Optimization and characterization of high pressure homogenization produced chemically modified starch nanoparticles.

Abstract

Chemically modified starch (RS4) nanoparticles were synthesized through homogenization and water-in-oil mini-emulsion cross-linking. Homogenization was optimized with regard to z-average diameter by using a three-factor-three-level Box-Behnken design. Homogenization pressure (X1), oil/water ratio (X2), and surfactant (X3) were selected as independent variables, whereas z-average diameter was considered as a dependent variable.

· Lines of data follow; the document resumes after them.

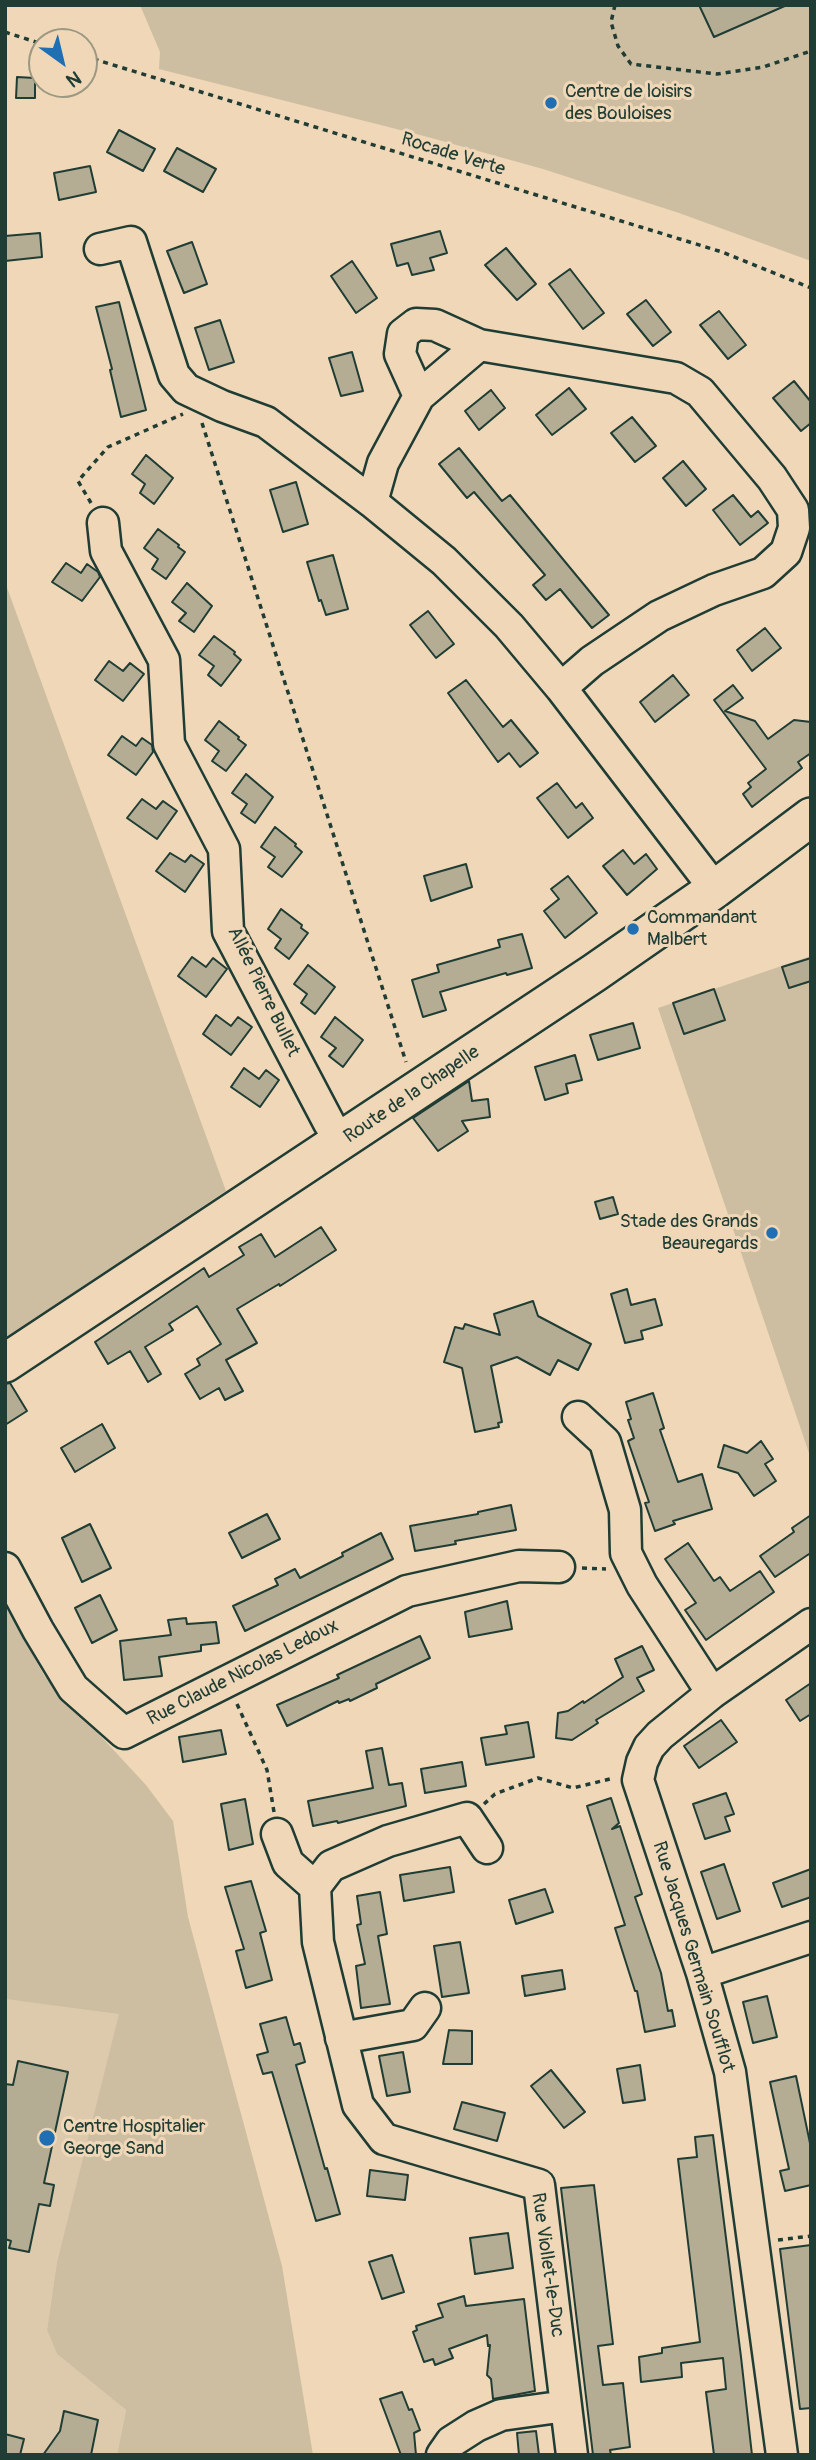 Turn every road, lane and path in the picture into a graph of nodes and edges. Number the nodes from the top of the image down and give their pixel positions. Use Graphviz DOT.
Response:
graph roads {
  1 [pos="615,5"];
  2 [pos="5,32"];
  3 [pos="28,39"];
  4 [pos="811,51"];
  5 [pos="98,60"];
  6 [pos="100,249"];
  7 [pos="811,288"];
  8 [pos="479,345"];
  9 [pos="418,396"];
  10 [pos="200,402"];
  11 [pos="372,502"];
  12 [pos="103,523"];
  13 [pos="561,688"];
  14 [pos="811,817"];
  15 [pos="715,889"];
  16 [pos="419,1091"];
  17 [pos="341,1142"];
  18 [pos="5,1363"];
  19 [pos="578,1418"];
  20 [pos="559,1567"];
  21 [pos="5,1568"];
  22 [pos="635,1570"];
  23 [pos="811,1624"];
  24 [pos="227,1682"];
  25 [pos="712,1693"];
  26 [pos="640,1772"];
  27 [pos="467,1818"];
  28 [pos="277,1835"];
  29 [pos="487,1848"];
  30 [pos="315,1887"];
  31 [pos="811,1937"];
  32 [pos="702,1973"];
  33 [pos="425,2008"];
  34 [pos="341,2038"];
  35 [pos="811,2236"];
  36 [pos="752,2244"];
  37 [pos="566,2406"];
  38 [pos="442,2455"];
  39 [pos="572,2455"];
  40 [pos="782,2455"];
  1 -- 4 [label="path"];
  2 -- 3 [label="path"];
  5 -- 7 [label="path, Rocade Verte"];
  6 -- 10 [label="street"];
  8 -- 9 [label="street"];
  8 -- 9 [label="street"];
  8 -- 13 [label="street"];
  9 -- 11 [label="street"];
  10 -- 11 [label="street"];
  10 -- 12 [label="path"];
  10 -- 16 [label="path"];
  11 -- 13 [label="street"];
  12 -- 17 [label="street, Allée Pierre Bullet"];
  13 -- 15 [label="street"];
  14 -- 15 [label="main road, Route de la Chapelle"];
  15 -- 16 [label="main road, Route de la Chapelle"];
  16 -- 17 [label="main road, Route de la Chapelle"];
  17 -- 18 [label="main road, Route de la Chapelle"];
  19 -- 22 [label="street"];
  20 -- 22 [label="path"];
  20 -- 24 [label="street, Rue Claude Nicolas Ledoux"];
  21 -- 24 [label="street, Rue Claude Nicolas Ledoux"];
  22 -- 25 [label="street"];
  23 -- 25 [label="street"];
  24 -- 28 [label="path"];
  25 -- 26 [label="street"];
  26 -- 27 [label="path"];
  26 -- 32 [label="street, Rue Jacques Germain Soufflot"];
  27 -- 29 [label="street"];
  27 -- 30 [label="street"];
  28 -- 30 [label="street"];
  30 -- 34 [label="street, Rue Viollet-le-Duc"];
  31 -- 32 [label="street"];
  32 -- 36 [label="street, Rue Jacques Germain Soufflot"];
  33 -- 34 [label="street"];
  34 -- 37 [label="street, Rue Viollet-le-Duc"];
  35 -- 36 [label="path"];
  36 -- 40 [label="street, Rue Jacques Germain Soufflot"];
  37 -- 38 [label="street"];
  37 -- 39 [label="street, Rue Viollet-le-Duc"];
}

The following optimum preparation conditions were obtained to achieve the minimum average size of these nanoparticles: 50MPa homogenization pressure, 10:1 oil/water ratio, and 2g surfactant amount, when the predicted z-average diameter was 303.6nm. The physicochemical properties of these nanoparticles were also determined. Dynamic light scattering experiments revealed that RS4 nanoparticles measuring a PdI of 0.380 and an average size of approximately 300nm, which was very close to the predicted z-average diameter (303.6nm). The absolute value of zeta potential of RS4 nanoparticles (39.7mV) was higher than RS4 (32.4mV), with strengthened swelling power. X-ray diffraction results revealed that homogenization induced a disruption in crystalline structure of RS4 nanoparticles led to amorphous or low-crystallinity. Results of stability analysis showed that RS4 nanosuspensions (particle size) had good stability at 30°C over 24h.